Thomas Le Barbanchon, Associate Professor, Department of Economics at Bocconi University
This conference will be my first contact with HSE. My paper is entitled ‘Job Search during the COVID-19 Crisis’. This is joint work with Lena Hensvik (Uppsala university), and Roland Rathelot (University of Warwick). This paper measures the job-search responses to the COVID-19 pandemic using real-time data on vacancy postings and ad views on Sweden's largest online job board. Overall, job search responses have the potential to amplify the labour demand shock. I chose this topic because of the current debate on how the COVID crisis impacts labor markets.
I expect economic research on the immediate reaction to the COVID crisis (during Spring 2020) to deepen thanks to the release of more accurate data on this period. New questions on the medium-run impacts will also certainly come about after Summer 2020. I see inequalities as a centerpiece of this new agenda. I would like to expand our understanding of the job search response during the current crisis to other countries than Sweden (the country of interest in my paper to be presented).

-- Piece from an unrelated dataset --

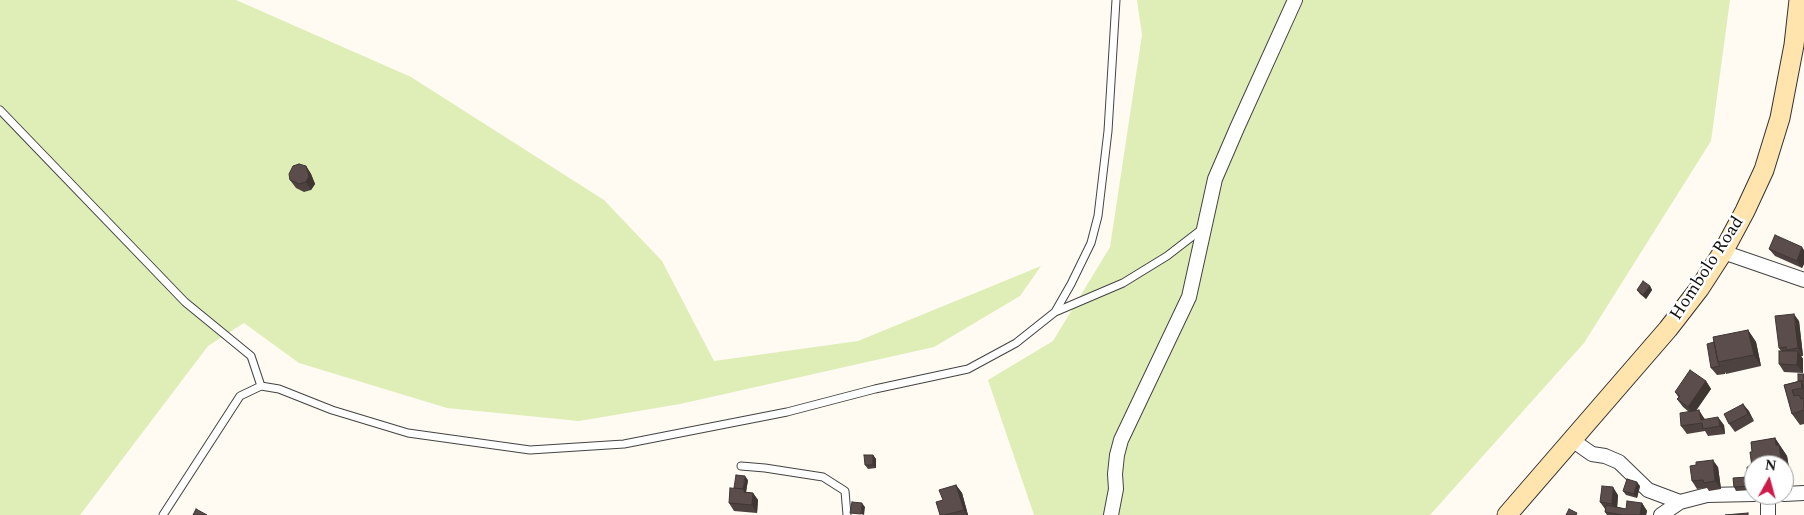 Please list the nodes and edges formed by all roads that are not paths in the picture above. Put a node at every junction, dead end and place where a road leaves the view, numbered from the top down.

Libertad González, Associate Professor of Economics at Universitat Pompeu Fabra and Barcelona GSE
I was invited to the conference by Fabian Slonimczyk. I will talk about the results from a survey that we conducted on 5,000 Spanish households in May 2020, during the covid-19 lockdown. We wanted to understand how the lockdown combined with school closures affected the time allocation of men and women, with a particular focus on two-parent households with children.
I chose to work on this project because I honestly found it very hard to focus on research during the lockdown, with my children at home and the stress generated by the news of the pandemic. All I could do was to take care of my family, read the news, and worry. I found that working on a covid-related project was one way of feeling like I was doing something useful, and it was something that I was able to focus on during those tough months.

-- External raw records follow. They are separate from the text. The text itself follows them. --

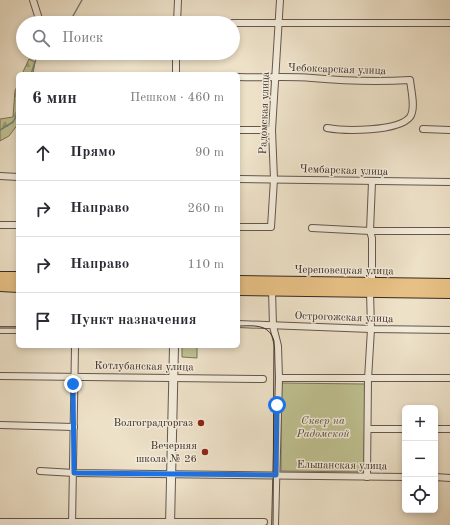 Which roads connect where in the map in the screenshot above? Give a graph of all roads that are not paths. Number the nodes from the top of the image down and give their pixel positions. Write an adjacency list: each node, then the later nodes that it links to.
1 (33, 0): 4 (street)
2 (178, 0): 5 (street)
3 (280, 0): 8 (street, Радомская улица)
4 (38, 16)
5 (177, 16)
6 (240, 23): 8 (street)
7 (450, 23): 8 (street)
8 (279, 24): 12 (street, Радомская улица)
9 (176, 60): 10 (street)
10 (176, 72)
11 (240, 78): 12 (street, Чебоксарская улица)
12 (277, 78): 13 (street, Чебоксарская улица); 16 (street, Радомская улица)
13 (327, 128)
14 (423, 129): 17 (street)
15 (240, 130): 16 (street)
16 (272, 130): 20 (street, Радомская улица)
17 (450, 130)
18 (0, 176): 19 (street)
19 (16, 177)
20 (274, 178): 21 (street, Чембарская улица); 22 (street, Чембарская улица); 26 (street, Радомская улица)
21 (240, 179)
22 (372, 182): 23 (street, Чембарская улица); 28 (street)
23 (450, 182)
24 (0, 225): 25 (street)
25 (16, 225)
26 (240, 227)
27 (312, 228): 28 (street)
28 (370, 231): 29 (street); 36 (street)
29 (450, 231)
30 (0, 277): 31 (highway)
31 (16, 277)
32 (240, 281): 36 (highway, Череповецкая улица)
33 (450, 284): 36 (highway, Череповецкая улица)
34 (0, 286): 35 (highway)
35 (16, 287)
36 (371, 287): 38 (highway, Череповецкая улица); 39 (highway, Череповецкая улица); 42 (street)
37 (240, 290): 38 (highway, Череповецкая улица)
38 (272, 290): 41 (street)
39 (450, 292)
40 (240, 324): 41 (street, Острогожская улица)
41 (273, 326): 42 (street, Острогожская улица); 51 (street)
42 (371, 329): 45 (street, Острогожская улица); 54 (street)
43 (0, 330): 44 (street)
44 (16, 330)
45 (450, 330)
46 (75, 348): 49 (street)
47 (174, 348): 50 (street)
48 (0, 376): 49 (street, Котлубанская улица)
49 (74, 376): 50 (street, Котлубанская улица); 56 (street)
50 (174, 377): 53 (street, Котлубанская улица); 63 (street)
51 (278, 378): 54 (street); 64 (street)
52 (450, 378): 54 (street)
53 (263, 379)
54 (368, 379): 57 (street)
55 (0, 425): 56 (street)
56 (74, 427): 62 (street)
57 (368, 429): 58 (street); 65 (street)
58 (402, 429)
59 (438, 429): 60 (street)
60 (450, 429)
61 (40, 471): 62 (street, Ельшанская улица)
62 (74, 473): 63 (street, Ельшанская улица); 71 (street)
63 (171, 473): 64 (street, Ельшанская улица); 72 (street)
64 (276, 475): 65 (street, Ельшанская улица); 73 (street)
65 (367, 477): 66 (street, Ельшанская улица)
66 (402, 477)
67 (438, 477): 68 (street)
68 (450, 478)
69 (0, 522): 71 (street)
70 (264, 522): 72 (street)
71 (72, 524): 72 (street)
72 (170, 524)
73 (275, 525): 74 (street)
74 (280, 525)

I have several covid-related projects that I'm working on, some related to gender and the labor market, and others on child outcomes. I'm also still working on my previous projects of course, such as the one on the effect of paternity leave on children's attitudes towards gender roles.
I think the reduction in travel and the increase in online events will be permanent, even though hopefully at some point we will be able to have in-person conferences and seminars again. Many of us will also be working from home much more than before, now that we know it can be done.
Dr. Ingo E. Isphording, Senior Research Associate & Team Leader at the Institute of Labor Economics, Bonn
The paper I will present is more a niche topic for me. Together with my co-author Nico Pestel, who is an expert on the productivity effects of air pollution, we study the impact of short-term exposure to ambient air pollution on the spread and severity of COVID-19 in Germany. We compare changes in deaths by population with local changes in air quality. We find significant positive effects of higher air pollution on COVID-19 deaths specifically for elderly patients (80+ years).
Our results imply that moving patients at risk aged 60 and above out of more heavily polluted areas might be a way to reduce the number of deaths by COVID-19. This implication might be of specific importance when the pandemic unfolds in less-developed world regions where air pollution and associated health risks are of much higher importance.
As for the changes in our lives due to the pandemic, I guess we will travel less, and I am looking forward to this. I always enjoyed conferences and seminar stays, but it is true that economists who should know best hardly ever internalized the huge external environmental costs they caused by their business travels.